Drôle d’endroit pour une rencontre.

À travers la visite improbable du Japonais Hiroshi chez l’Espagnole Marisa, Ato san nen aborde avec humour la question des différences culturelles. Le film joue ainsi avec nos préjugés et avec la peur de l’autre en semant le doute sur les intentions du touriste nippon, qui déclare venir voir le fils de Marisa alors que ce dernier, en voyage à Berlin, affirme ne pas se souvenir de lui. Le running gag du chien, qui aboie à chaque fois qu’Hiroshi enlève sa casquette, alimente la crainte tandis qu’un plan où on voit l’étranger manipuler un sabre achève de le rendre suspect. Si le film semble alors sur le point de basculer dans l’horreur, il n’en sera pourtant rien : quand l’homme évoque son désir de goûter la paëlla, Marisa renonce à se débarrasser de lui, se faisant au contraire un devoir de l’initier à cette tradition nationale. Prudente, c’est toutefois dans un restaurant plutôt que chez elle qu’elle décide de lui faire découvrir le fameux plat.

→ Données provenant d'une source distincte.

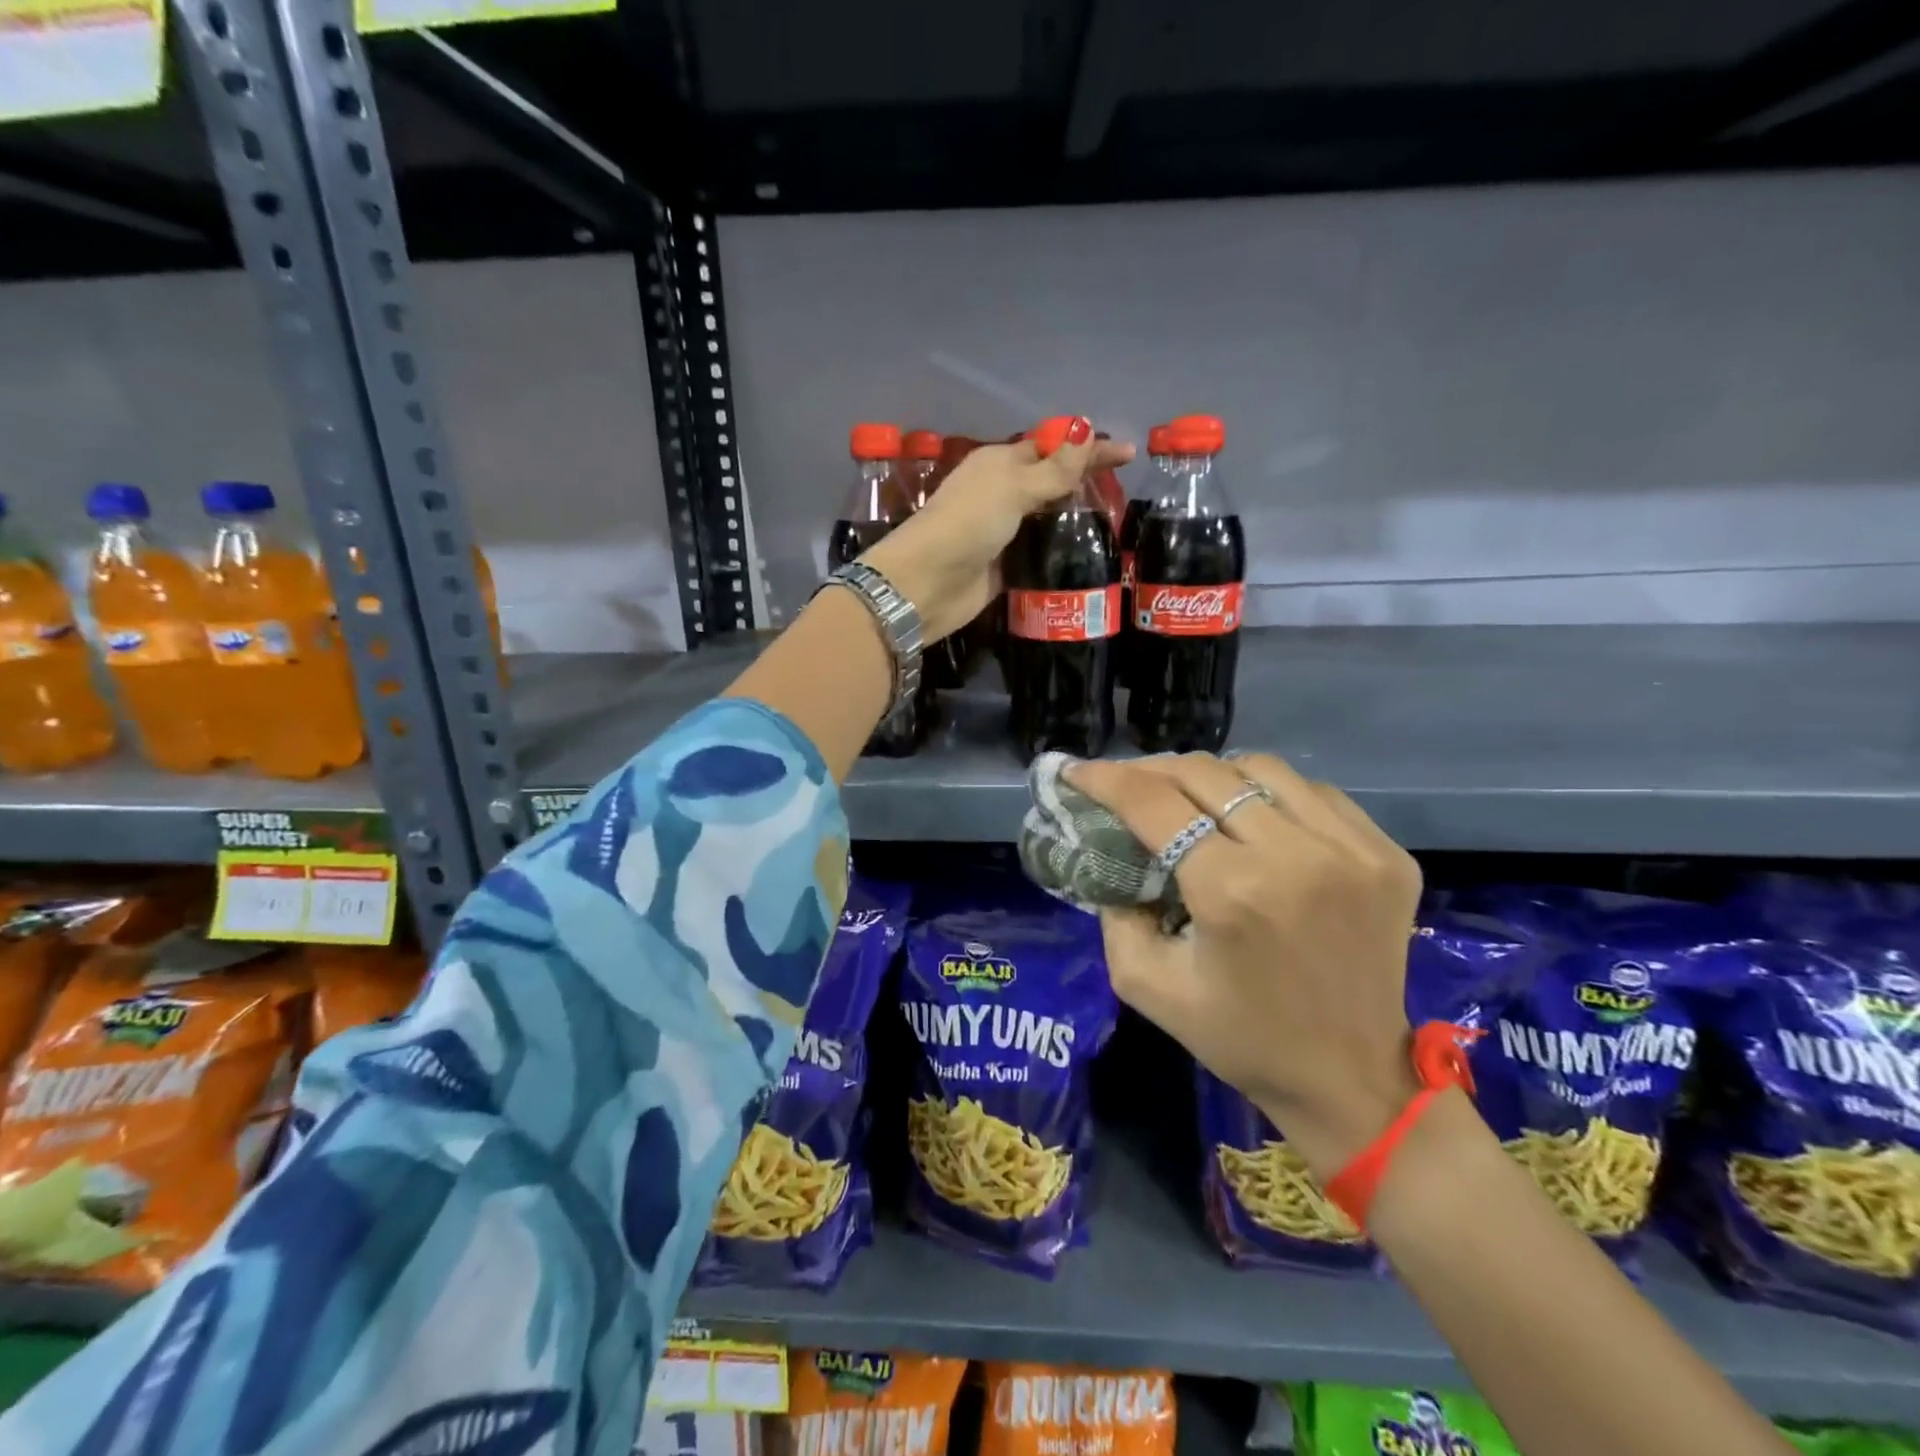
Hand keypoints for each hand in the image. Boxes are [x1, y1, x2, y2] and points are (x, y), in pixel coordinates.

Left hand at [860, 419, 1133, 643]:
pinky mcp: (1005, 567)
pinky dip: (1060, 553)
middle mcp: (1001, 494)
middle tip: (1125, 494)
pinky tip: (1089, 557)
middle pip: (1050, 484)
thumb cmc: (968, 524)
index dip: (1088, 449)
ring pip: (1046, 520)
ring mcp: (1003, 532)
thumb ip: (1054, 469)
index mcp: (1000, 464)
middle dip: (1084, 485)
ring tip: (1116, 527)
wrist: (927, 584)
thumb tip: (1087, 435)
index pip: (1051, 448)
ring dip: (1075, 522)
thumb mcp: (1013, 488)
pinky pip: (1039, 554)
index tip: (1129, 454)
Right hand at [1066, 752, 1422, 1178]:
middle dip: (1150, 770)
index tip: (1075, 771)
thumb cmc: (1241, 1039)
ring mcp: (1351, 848)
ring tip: (1186, 794)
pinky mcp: (1385, 853)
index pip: (1155, 803)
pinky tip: (1250, 815)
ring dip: (1210, 774)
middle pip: (1204, 773)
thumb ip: (1114, 912)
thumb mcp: (1146, 984)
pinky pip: (1312, 792)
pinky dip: (1268, 793)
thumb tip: (1110, 852)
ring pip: (1260, 769)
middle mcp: (1296, 855)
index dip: (1106, 779)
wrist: (1351, 1079)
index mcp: (1232, 892)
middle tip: (1124, 782)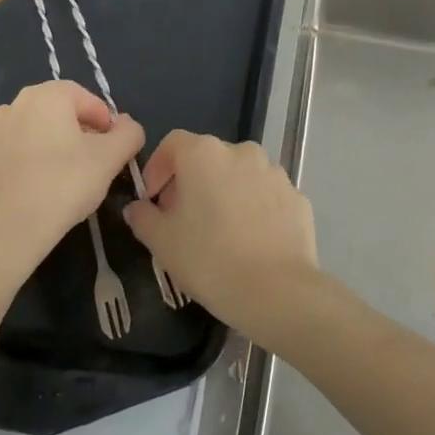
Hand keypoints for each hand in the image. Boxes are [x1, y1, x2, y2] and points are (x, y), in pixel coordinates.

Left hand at [0, 81, 143, 280]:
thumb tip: (127, 125)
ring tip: (53, 183)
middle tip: (85, 164)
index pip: (83, 97)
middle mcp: (9, 108)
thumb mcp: (111, 158)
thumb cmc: (63, 185)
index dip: (103, 120)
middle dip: (70, 133)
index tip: (111, 146)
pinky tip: (24, 197)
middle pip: (51, 115)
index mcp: (45, 97)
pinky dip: (12, 172)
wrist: (3, 235)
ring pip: (21, 138)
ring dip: (39, 150)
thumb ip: (128, 133)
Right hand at [123, 132, 319, 341]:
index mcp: (205, 153)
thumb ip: (144, 218)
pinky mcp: (296, 196)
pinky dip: (253, 208)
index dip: (157, 168)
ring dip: (224, 193)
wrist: (277, 290)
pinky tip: (249, 240)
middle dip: (191, 182)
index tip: (152, 200)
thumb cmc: (210, 259)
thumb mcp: (162, 242)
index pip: (173, 144)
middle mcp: (242, 152)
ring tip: (219, 231)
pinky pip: (265, 195)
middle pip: (208, 158)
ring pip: (239, 175)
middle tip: (182, 219)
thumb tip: (138, 208)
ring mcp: (274, 172)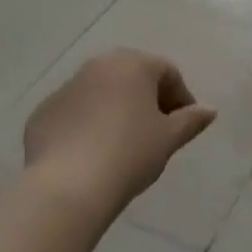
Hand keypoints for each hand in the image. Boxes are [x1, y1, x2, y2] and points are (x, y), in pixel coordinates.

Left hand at [23, 50, 216, 214]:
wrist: (67, 186)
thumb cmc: (129, 154)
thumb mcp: (168, 139)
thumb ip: (191, 120)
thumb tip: (209, 110)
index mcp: (133, 64)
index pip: (167, 73)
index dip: (181, 98)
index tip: (184, 127)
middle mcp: (98, 66)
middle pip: (132, 77)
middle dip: (147, 100)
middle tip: (156, 132)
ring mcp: (66, 88)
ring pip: (100, 93)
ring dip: (115, 110)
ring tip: (123, 145)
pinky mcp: (43, 113)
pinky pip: (74, 113)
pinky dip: (86, 126)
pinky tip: (91, 155)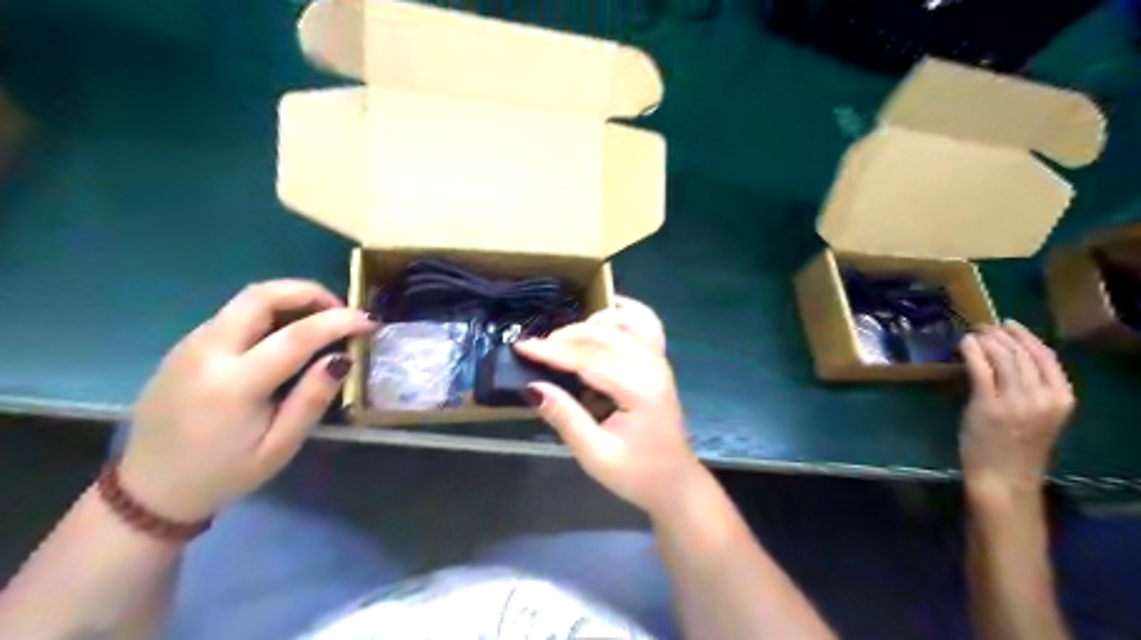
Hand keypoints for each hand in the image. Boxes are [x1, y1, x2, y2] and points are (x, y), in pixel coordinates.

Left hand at [122, 283, 378, 520]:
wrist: (149, 491)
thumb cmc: (224, 474)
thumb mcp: (280, 447)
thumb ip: (312, 399)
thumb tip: (342, 358)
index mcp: (234, 385)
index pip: (296, 335)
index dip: (339, 321)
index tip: (369, 322)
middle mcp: (206, 353)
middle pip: (260, 296)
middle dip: (309, 292)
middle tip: (340, 310)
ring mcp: (189, 346)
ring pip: (245, 301)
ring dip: (289, 300)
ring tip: (319, 323)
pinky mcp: (184, 348)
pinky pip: (232, 315)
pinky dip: (268, 313)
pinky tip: (285, 337)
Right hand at [513, 304, 699, 518]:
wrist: (673, 481)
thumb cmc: (635, 473)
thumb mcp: (594, 454)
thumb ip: (565, 417)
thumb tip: (532, 386)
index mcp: (639, 390)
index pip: (589, 359)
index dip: (553, 352)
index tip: (522, 347)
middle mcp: (653, 367)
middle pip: (604, 336)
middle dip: (566, 337)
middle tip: (536, 347)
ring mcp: (660, 360)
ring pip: (623, 324)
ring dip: (589, 324)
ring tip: (562, 339)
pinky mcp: (659, 361)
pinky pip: (644, 323)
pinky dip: (621, 313)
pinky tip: (601, 315)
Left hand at [955, 322, 1075, 496]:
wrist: (1003, 476)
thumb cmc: (1017, 447)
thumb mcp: (1038, 415)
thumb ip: (1030, 389)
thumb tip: (1006, 358)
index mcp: (1062, 398)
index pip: (1045, 357)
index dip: (1025, 336)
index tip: (1008, 324)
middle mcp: (1043, 397)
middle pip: (1022, 353)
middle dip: (1001, 334)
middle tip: (983, 326)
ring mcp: (1015, 400)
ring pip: (1002, 357)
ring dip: (986, 340)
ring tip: (973, 333)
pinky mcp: (987, 404)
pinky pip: (980, 368)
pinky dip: (972, 351)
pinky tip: (964, 343)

En l’absence d’une langue commune (Hiroshi ne parle que quelques mots d’espagnol), les personnages ont alors du mal à communiquer. Marisa demande tout de même au voyageur de lui raconter une histoire en japonais, dont elle va pouvoir apprécier la beauté des sonorités. Libéré de la peur d’être jugé, Hiroshi ose quant à lui parler de sa femme emprisonnée pour vol, alors qu’il prétendait auparavant ne pas avoir de famille. Une vérité s’exprime également au-delà de la langue, à travers un langage non verbal permettant au personnage féminin d’être émue par le récit de son interlocuteur et d’avoir le sentiment de mieux le connaître. Marisa observe finalement avec une curiosité amusée le comportement de son ami qui, conformément aux clichés en vigueur, ne cesse de prendre des photos et ne tient pas du tout l’alcool. Alors qu’elle s’était renfermée suite à la mort de son mari, la villageoise semble enfin retrouver le sourire. Elle devra pourtant affronter un autre deuil, celui de son chien Tico, mais cette fois-ci avec le soutien d’Hiroshi, à qui l’animal semble presque céder la place. Alors qu’ils étaient jusqu’ici séparés par des champs/contrechamps, la fin rassemble les personnages au sein du même plan : à travers leur rencontre, ces deux solitudes auront ainsi réappris à s’ouvrir l’une à l’autre.

Chloé Cavillier

Réalisation et scénario : Pedro Collantes. Image : Diego Cabezas. Montage : Miguel Doblado.
Son : Sergio Henriquez, Olivier Pelletier et Samuel Cabezas. Interprétation : Mabel Rivera,
Kenji Yamauchi et Carlos Kaniowsky. Production : Easy Tiger.